The challenge for the United States is that stories like that of the Blues and Predator, where smart, innovative systems are designed at low costs, are all too rare. The U.S. military is by far the biggest designer and purchaser of weapons in the world. But it is also the most inefficient. As David Walker, the head of the Government Accountability Office (GAO), puts it, “We’re number 1 in the world in military capabilities. But on the business side, the Defense Department gets a D-minus, giving them the benefit of the doubt. If they were a business, they wouldn’t be in business.”

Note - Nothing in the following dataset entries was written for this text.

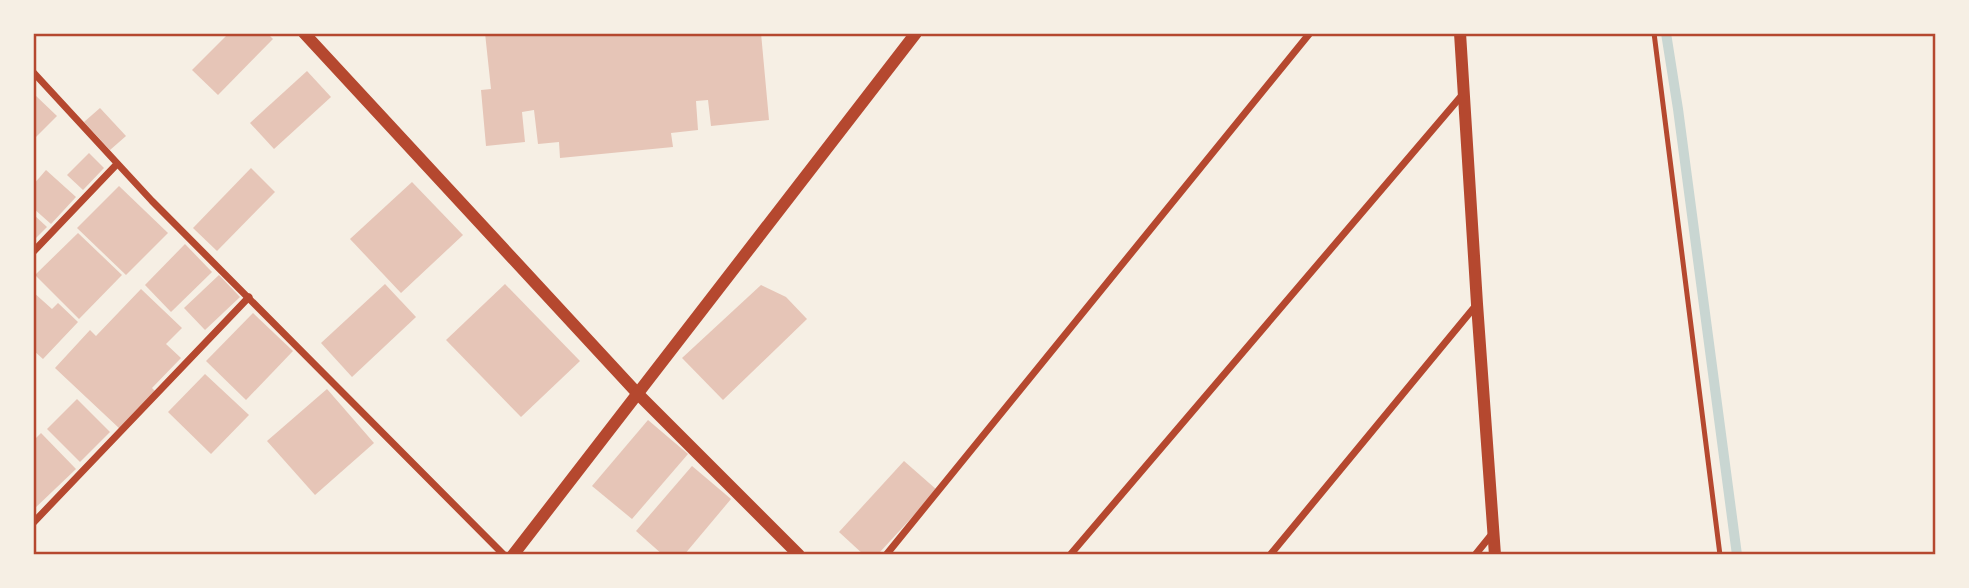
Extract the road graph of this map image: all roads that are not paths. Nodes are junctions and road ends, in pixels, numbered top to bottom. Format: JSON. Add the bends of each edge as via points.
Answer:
{"nodes":[{"id":1,"x":304,"y":33,"type":"edge"},
{"id":2,"x":916,"y":33,"type":"edge"},
{"id":3,"x":1310,"y":33,"type":"edge"},
{"id":4,"x":1460,"y":33,"type":"edge"},
{"id":5,"x":1654,"y":33,"type":"edge"},
{"id":6,"x":33,"y":72,"type":"edge"},
{"id":7,"x":1463,"y":94,"type":"junction"},
{"id":8,"x":117,"y":164,"type":"junction"},
{"id":9,"x":33,"y":252,"type":"edge"},
{"id":10,"x":249,"y":297,"type":"junction"},
{"id":11,"x":1477,"y":304,"type":"junction"},
{"id":12,"x":638,"y":394,"type":"junction"},
{"id":13,"x":33,"y":523,"type":"edge"},
{"id":14,"x":1493,"y":533,"type":"junction"},
{"id":15,"x":505,"y":555,"type":"edge"},
{"id":16,"x":513,"y":555,"type":"edge"},
{"id":17,"x":799,"y":555,"type":"edge"},
{"id":18,"x":886,"y":555,"type":"edge"},
{"id":19,"x":1070,"y":555,"type":"edge"},
{"id":20,"x":1270,"y":555,"type":"edge"},
{"id":21,"x":1475,"y":555,"type":"edge"},
{"id":22,"x":1495,"y":555,"type":"edge"},
{"id":23,"x":1720,"y":555,"type":"edge"}],
"edges":[{"from":1,"to":12,"type":"street"},
{"from":2,"to":12,"type":"street"},
{"from":3,"to":18,"type":"street"},
{"from":4,"to":7,"type":"street"},
{"from":5,"to":23,"type":"lane"},
{"from":6,"to":8,"type":"street"},
{"from":7,"to":11,"type":"street"},
{"from":7,"to":19,"type":"street"},
{"from":8,"to":9,"type":"street"},
{"from":8,"to":10,"type":"street"},
{"from":10,"to":13,"type":"street"},
{"from":10,"to":15,"type":"street"},
{"from":11,"to":14,"type":"street"},
{"from":11,"to":20,"type":"street"},
{"from":12,"to":16,"type":"street"},
{"from":12,"to":17,"type":"street"},
{"from":14,"to":21,"type":"street"},
{"from":14,"to":22,"type":"street"}]}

The Department of Justice once found that as much as 5 percent of the government’s annual budget is lost to old-fashioned fraud and theft, most of it in the defense realm. This is not helped by the fact that the Pentagon’s own rules and laws for how it should buy weapons are “routinely broken,” as one report in Defense News put it. One 2007 study of 131 Pentagon purchases found that 117 did not meet federal regulation standards. The Pentagon’s own inspector general also reported that not one person had been fired or otherwise held accountable for these violations.
...Whenever any new weapon is contemplated, the military often adds wave after wave of new requirements, gradually creeping the original concept outward. It builds in new design mandates, asks for various improvements and additions, forgetting that each new addition means another delay in delivery (and for robots, at least, forgetting that the systems were meant to be expendable). In turn, the makers are often only too happy to go along with what transforms into a process of gold-plating, as adding more bells, more whistles, and more design time means more money. These sorts of problems are rife in U.S. military robotics today. The MDARS (Mobile Detection Assessment Response System) is a golf-cart-sized robot that was planned as a cheap sentry at Pentagon warehouses and bases. It is now fifty times more expensive than originally projected. The air force’s unmanned bomber design is already projecting out at more than $2 billion a plane, roughly three times the original $737 million cost of the B-2 bomber it is to replace.

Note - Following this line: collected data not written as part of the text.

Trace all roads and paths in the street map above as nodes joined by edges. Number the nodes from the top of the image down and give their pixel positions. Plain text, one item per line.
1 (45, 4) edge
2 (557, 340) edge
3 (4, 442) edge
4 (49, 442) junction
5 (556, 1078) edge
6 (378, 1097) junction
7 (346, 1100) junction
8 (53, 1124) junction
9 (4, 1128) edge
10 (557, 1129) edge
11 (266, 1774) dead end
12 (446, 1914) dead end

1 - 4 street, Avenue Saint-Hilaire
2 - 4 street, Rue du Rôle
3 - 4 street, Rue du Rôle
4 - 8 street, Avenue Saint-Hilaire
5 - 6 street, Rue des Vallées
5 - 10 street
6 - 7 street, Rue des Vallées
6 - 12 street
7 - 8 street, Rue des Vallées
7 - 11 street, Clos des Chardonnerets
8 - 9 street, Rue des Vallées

These costs weigh not just in dollars and cents. The more expensive the systems are, the fewer can be bought. The U.S. military becomes more heavily invested in those limited numbers of systems, and becomes less likely to change course and develop or buy alternative systems, even if they turn out to be better. The costs also change what doctrines can be used in battle, as the smaller number makes the military less likely to endanger systems in risky operations. Many worry this is defeating the whole purpose of unmanned systems. “We become prisoners of our very expensive purchases,” explains Ralph Peters. He worries that the United States might potentially lose some future war because of what he calls “quantitative incompetence.” Norm Augustine even jokes, all too seriously, that if the present trend continues, “In the year 2054, the entire defense budget will purchase just one tactical aircraft. This aircraft will have to be shared by the Air Force and Navy, three and one half days per week, except for the leap year, when it will be made available to the Marines for the extra day.”